Aim of the exercise →
Quote every line of the data below as it stands, omitting pictures.

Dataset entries
= Beginning of Section =
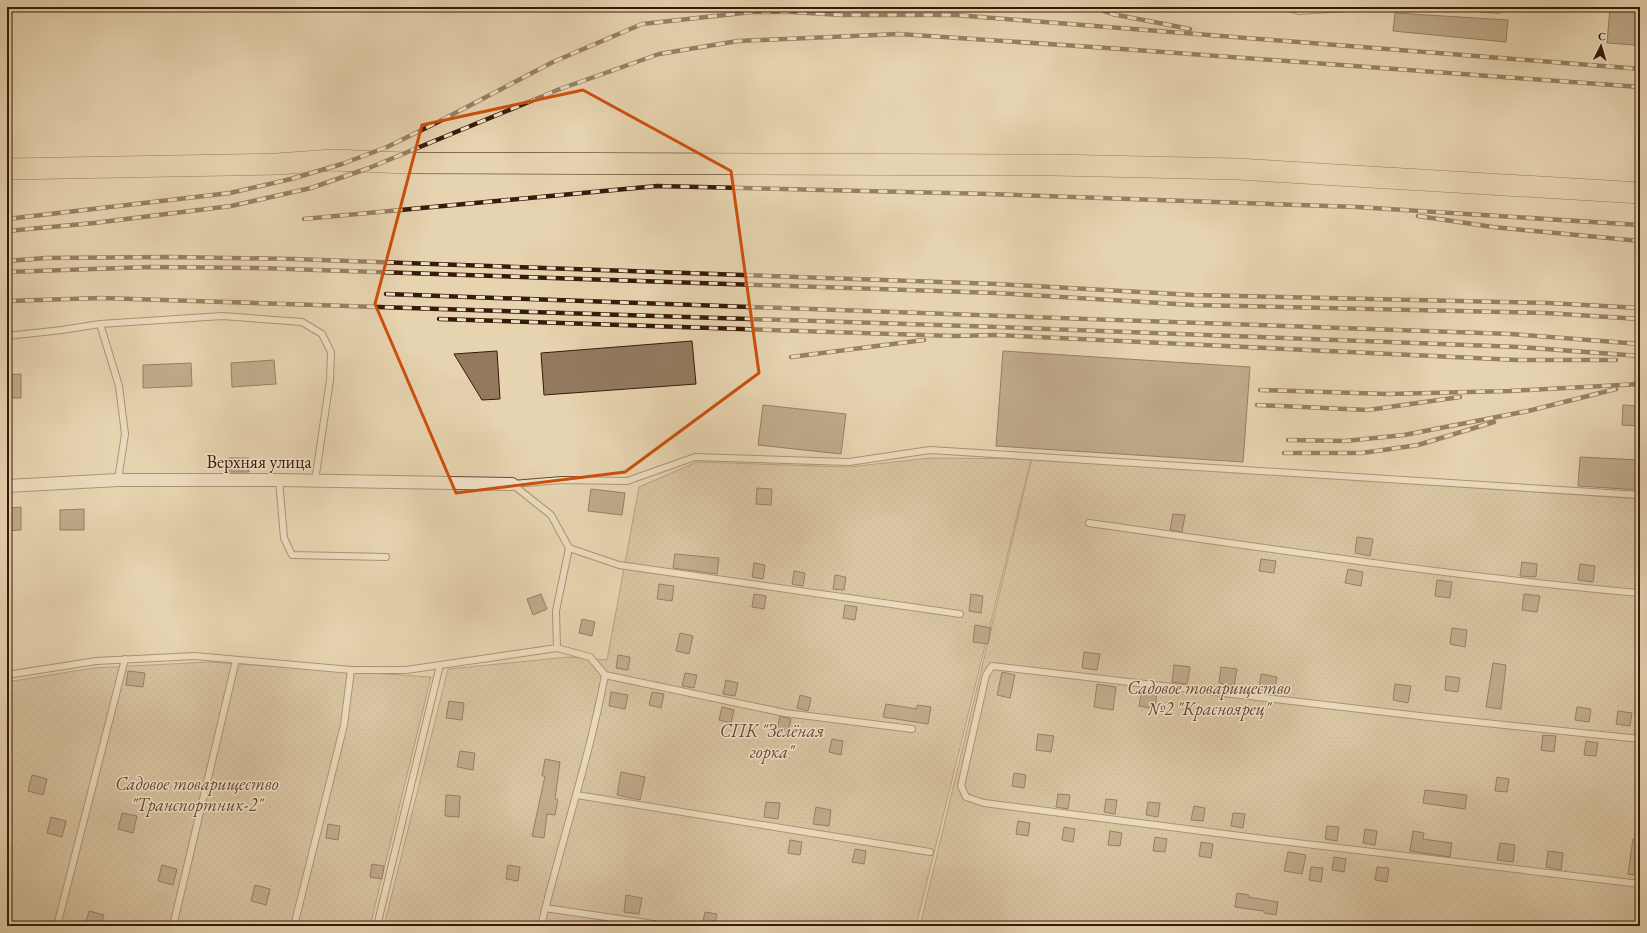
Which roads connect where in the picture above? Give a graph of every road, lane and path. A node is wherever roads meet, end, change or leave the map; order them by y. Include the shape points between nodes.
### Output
1 (1287, 7) edge
2 (1360, 7) edge
3 (1465, 7) edge
4 (1498, 10) dead end
5 (7, 169) edge
6 (1640, 193) edge
7 (100, 324) junction
8 (7, 336) edge
9 (118, 480) junction
10 (279, 480) junction
11 (315, 480) junction
12 (512, 484) junction
13 (7, 486) edge
14 (1640, 495) edge
15 (1089, 523) dead end
16 (569, 548) junction
17 (386, 557) dead end
18 (1640, 593) edge
19 (960, 614) dead end
20 (557, 648) junction
21 (125, 660) junction
22 (236, 660) junction
23 (440, 665) junction
24 (351, 670) junction
25 (7, 675) edge
26 (605, 675) junction
27 (912, 729) dead end
28 (1640, 739) edge
29 (577, 796) junction
30 (930, 852) dead end
31 (1640, 884) edge
32 (545, 908) junction
33 (57, 926) edge
34 (173, 926) edge
35 (294, 926) edge
36 (377, 926) edge
37 (541, 926) edge
38 (666, 926) edge

1 - 2 lane via 1299,11
3 - 4 lane
5 - 6 highway via 278,164 333,160 407,164 1054,165 1237,169
7 - 8 lane
7 - 9 lane via 119,386 125,434
7 - 11 lane via 222,316 302,322 322,334 331,352 330,373
9 - 10 street, Верхняя улица
9 - 13 street, Верхняя улица
10 - 11 street, Верхняя улица
10 - 17 lane via 284,538 292,555
11 - 12 street, Верхняя улица
12 - 14 lane via 562,480 627,481 695,457 848,462 930,450
12 - 16 lane via 551,515
15 - 18 lane via 1268,549
16 - 19 lane via 619,566
16 - 20 lane via 556,611
20 - 23 lane
20 - 26 lane via 590,657
21 - 22 lane via 195,656
21 - 25 lane via 96,661
21 - 33 lane
22 - 24 lane
22 - 34 lane
23 - 24 lane via 406,670
23 - 36 lane
24 - 35 lane via 344,725
26 - 27 lane via 785,713
26 - 29 lane
28 - 31 lane via 992,666 986,675 961,786 966,797 984,803
29 - 30 lane
29 - 32 lane
32 - 37 lane
32 - 38 lane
= End of Section =
Output for this task →
Which roads connect where in the picture above? Give a graph of every road, lane and path. A node is wherever roads meet, end, change or leave the map; order them by y. Include the shape points between nodes.
### Output
1 (1287, 7) edge
2 (1360, 7) edge
3 (1465, 7) edge
4 (1498, 10) dead end
5 (7, 169) edge
6 (1640, 193) edge
7 (100, 324) junction
8 (7, 336) edge
9 (118, 480) junction
10 (279, 480) junction
11 (315, 480) junction
12 (512, 484) junction
13 (7, 486) edge
14 (1640, 495) edge
15 (1089, 523) dead end
16 (569, 548) junction
17 (386, 557) dead end
18 (1640, 593) edge
19 (960, 614) dead end
20 (557, 648) junction
21 (125, 660) junction
22 (236, 660) junction
23 (440, 665) junction
24 (351, 670) junction
25 (7, 675) edge
26 (605, 675) junction
27 (912, 729) dead end
28 (1640, 739) edge
29 (577, 796) junction
30 (930, 852) dead end
31 (1640, 884) edge
32 (545, 908) junction
33 (57, 926) edge
34 (173, 926) edge
35 (294, 926) edge
36 (377, 926) edge
37 (541, 926) edge
38 (666, 926) edge

1 - 2 lane via 1299,11
3 - 4 lane
5 - 6 highway via 278,164 333,160 407,164 1054,165 1237,169
7 - 8 lane
7 - 9 lane via 119,386 125,434
7 - 11 lane via 222,316 302,322 322,334 331,352 330,373
9 - 10 street, Верхняя улица
9 - 13 street, Верхняя улица
10 - 11 street, Верхняя улица
10 - 17 lane via 284,538 292,555
11 - 12 street, Верхняя улица
12 - 14 lane via 562,480 627,481 695,457 848,462 930,450
12 - 16 lane via 551,515
15 - 18 lane via 1268,549
16 - 19 lane via 619,566
16 - 20 lane via 556,611
20 - 23 lane
20 - 26 lane via 590,657
21 - 22 lane via 195,656
21 - 25 lane via 96,661
21 - 33 lane
22 - 24 lane
22 - 34 lane
23 - 24 lane via 406,670
23 - 36 lane
24 - 35 lane via 344,725
26 - 27 lane via 785,713
26 - 29 lane
28 - 31 lane via 992,666 986,675 961,786 966,797 984,803
29 - 30 lane
29 - 32 lane
32 - 37 lane
32 - 38 lane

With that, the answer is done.